Top of Input data

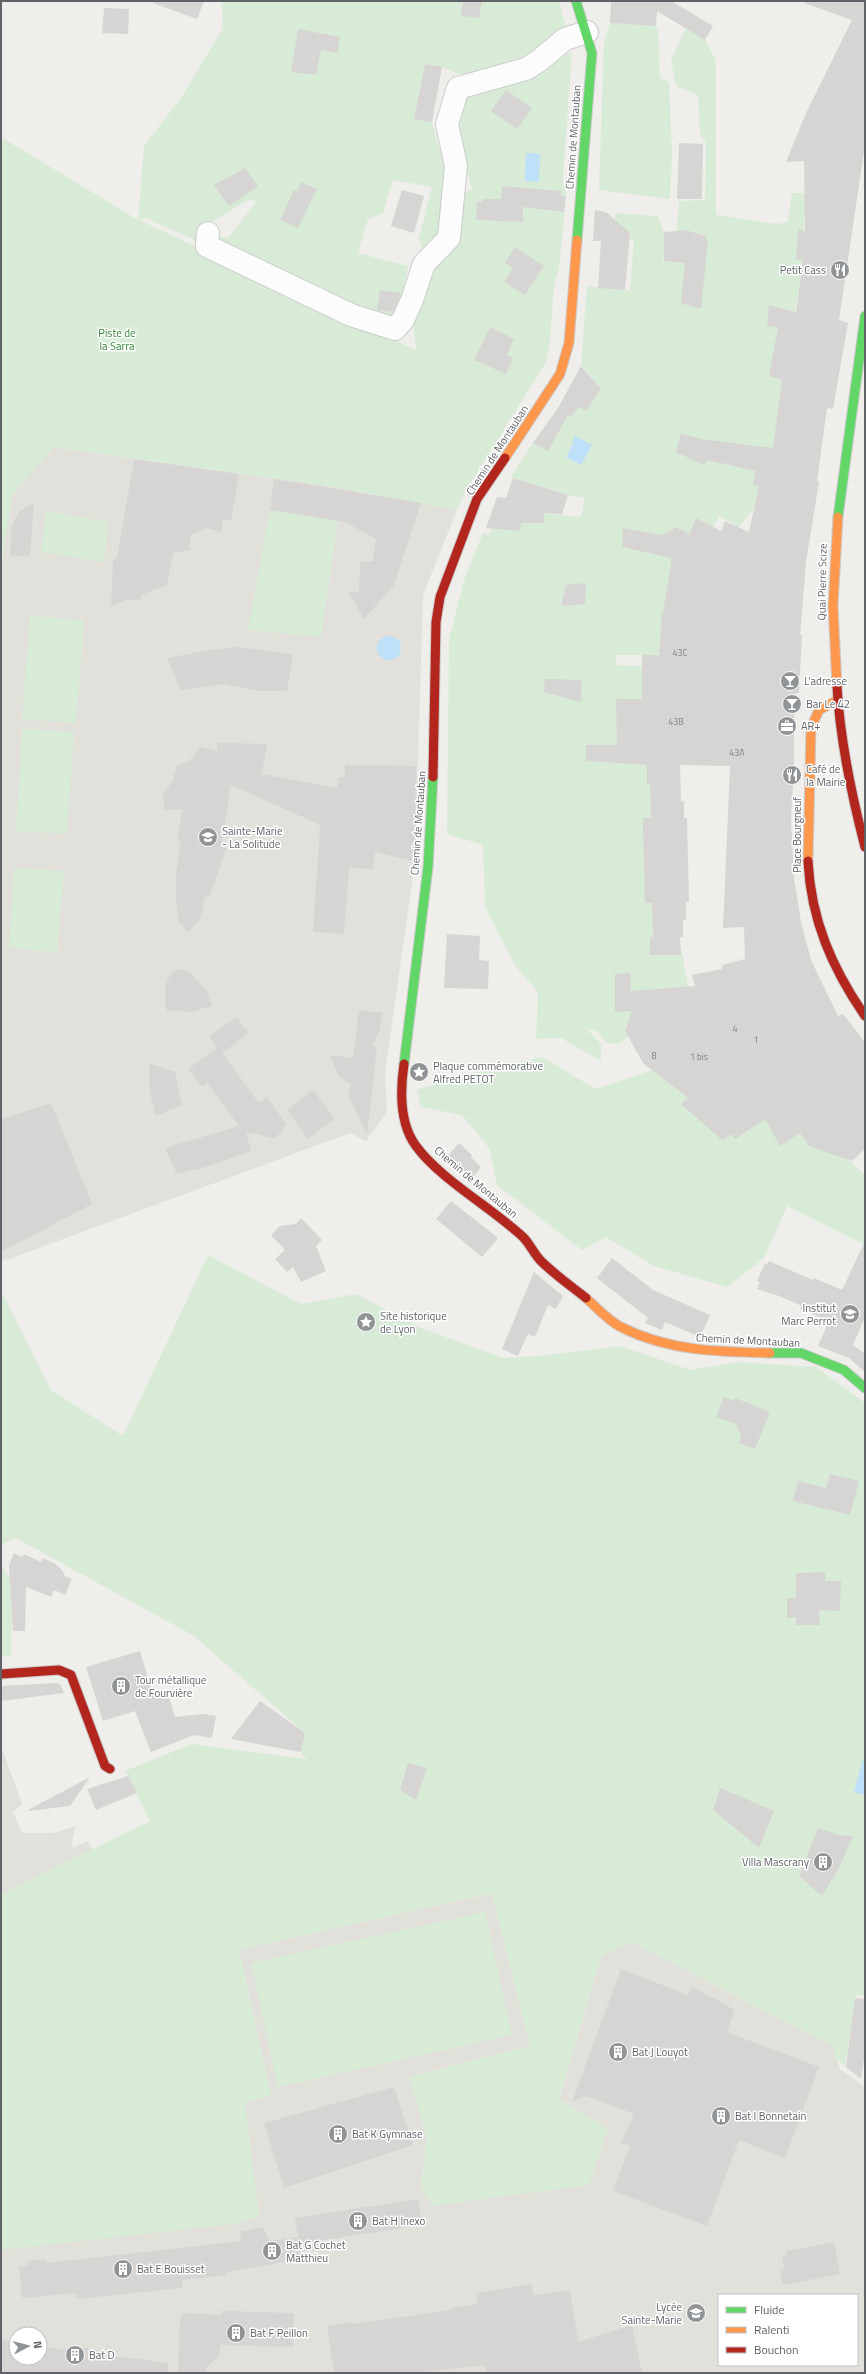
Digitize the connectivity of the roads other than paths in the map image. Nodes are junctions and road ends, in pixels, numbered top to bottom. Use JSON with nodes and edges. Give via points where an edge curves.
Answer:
{"nodes":[{"id":1,"x":576,"y":1,"type":"edge"},
{"id":2,"x":587,"y":32,"type":"junction"},
{"id":3,"x":208,"y":233,"type":"dead end"},
{"id":4,"x":865,"y":316,"type":"edge"},
{"id":5,"x":836,"y":701,"type":"junction"},
{"id":6,"x":865,"y":847,"type":"edge"},
{"id":7,"x":865,"y":1016,"type":"edge"},
{"id":8,"x":865,"y":1388,"type":"edge"},
{"id":9,"x":1,"y":1674,"type":"edge"},
{"id":10,"x":110,"y":1769,"type":"dead end"}],
"edges":[{"from":1,"to":2,"type":"street","name":"Chemin de Montauban"},
{"from":2,"to":3,"type":"street","via":[[565,39],[526,69],[458,88],[446,124],[456,166],[449,238],[424,264],[412,300],[403,320],[395,329],[351,315],[207,246]]},
{"from":2,"to":8,"type":"street","name":"Chemin de Montauban","via":[[592,53],[572,327],[566,358],[551,390],[477,499],[440,597],[436,622],[437,664],[429,853],[404,1052],[402,1107],[408,1130],[416,1146],[435,1166],[524,1238],[541,1261],[620,1327],[664,1344],[705,1351],[801,1353],[844,1370]]},
{"from":4,"to":5,"type":"street","name":"Quai Pierre Scize","via":[[837,522],[833,606]]},
{"from":5,"to":6,"type":"street","name":"Quai Pierre Scize","via":[[850,790]]},
{"from":5,"to":7,"type":"street","name":"Place Bourgneuf","via":[[821,707],[814,717],[807,861],[816,919],[830,959]]},
{"from":9,"to":10,"type":"street","via":[[60,1670],[71,1675],[106,1766]]}]}
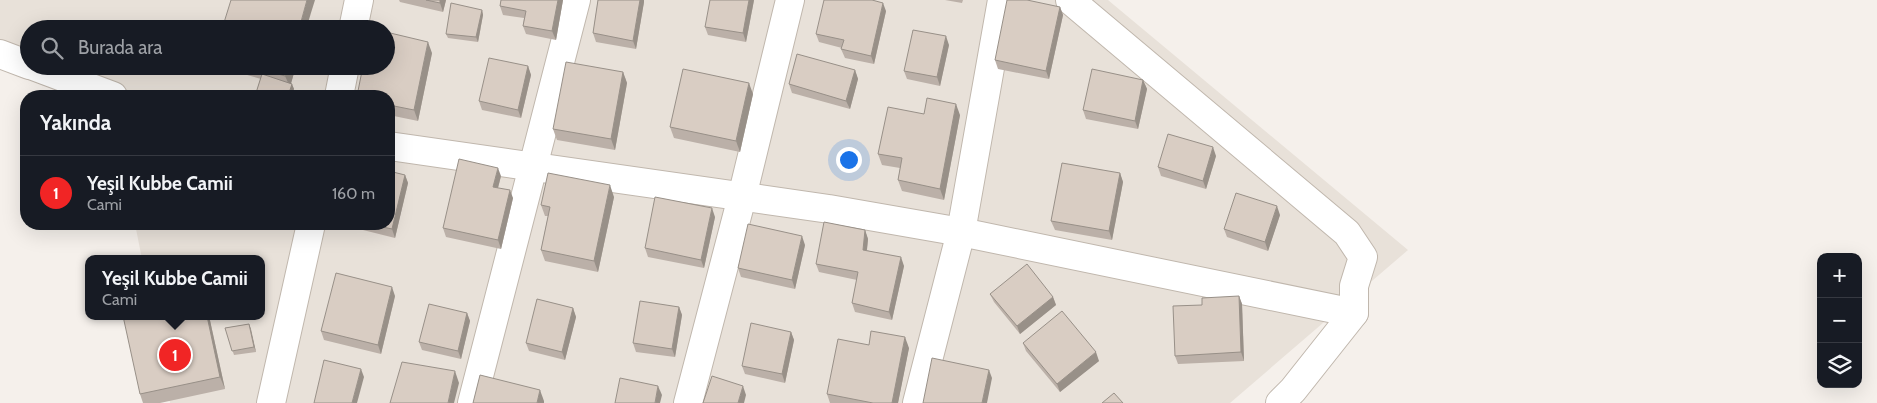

Bottom of Input data

# Task statement:
Copy out each line of the listing where the string "edges" appears.

# Answer area:
Digitize the connectivity of the roads other than paths in the map image. Nodes are junctions and road ends, in pixels, numbered top to bottom. Use JSON with nodes and edges. Give via points where an edge curves.
"edges":[{"from":1,"to":2,"type":"street","name":"Chemin de Montauban"},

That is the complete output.